Jurassic Park is a pretty iconic book and movie franchise as well as a box office success. The story goes that a billionaire creates the story’s namesake, a theme park full of dinosaurs, from DNA extracted from a fossilised insect found in prehistoric amber.
Jurassic Park Builder brings that storyline into the modern day as a game that allows players to build their own theme park, turning extracted DNA into eggs, nurturing them to life and making sure to preserve their continuing life to offer a constant attraction to visitors.
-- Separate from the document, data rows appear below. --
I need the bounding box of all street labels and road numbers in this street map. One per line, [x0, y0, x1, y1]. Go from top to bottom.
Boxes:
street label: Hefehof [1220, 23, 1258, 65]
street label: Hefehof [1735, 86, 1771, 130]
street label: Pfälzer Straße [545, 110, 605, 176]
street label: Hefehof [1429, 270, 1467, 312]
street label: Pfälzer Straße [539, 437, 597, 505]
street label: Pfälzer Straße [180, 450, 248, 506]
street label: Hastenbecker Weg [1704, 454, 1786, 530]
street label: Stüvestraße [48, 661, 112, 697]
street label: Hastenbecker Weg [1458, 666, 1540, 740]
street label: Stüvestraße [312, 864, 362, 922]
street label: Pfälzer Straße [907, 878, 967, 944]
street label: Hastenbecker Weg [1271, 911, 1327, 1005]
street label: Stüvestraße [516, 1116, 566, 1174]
Think Zoo Tycoon with a prehistoric feel.
When first launching the app, you’ll need to login via Facebook, a practice that I can only condemn under a belief that the only app requiring you to login with Facebook should be Facebook. Fortunately, that’s perhaps hyperbole in the case of Jurassic Park Builder as you can simply play as a guest. Doing so will ask you to create a name for your park, crashing the game soon after, which certainly didn’t setup a positive start. Fortunately, relaunching the app got us straight into the working game.
John Hammond, the billionaire owner of the original Jurassic Park, welcomes you and you’re invited to get started. You’ll start learning the basics of how to manage your park and efficiently maintain the dinosaur’s wellbeing and safety to others through a series of missions. Eventually, a mission will request that you clear some grass that, just coincidentally, has a DNA-filled mosquito which can be used to kick off the development of your dinosaurs.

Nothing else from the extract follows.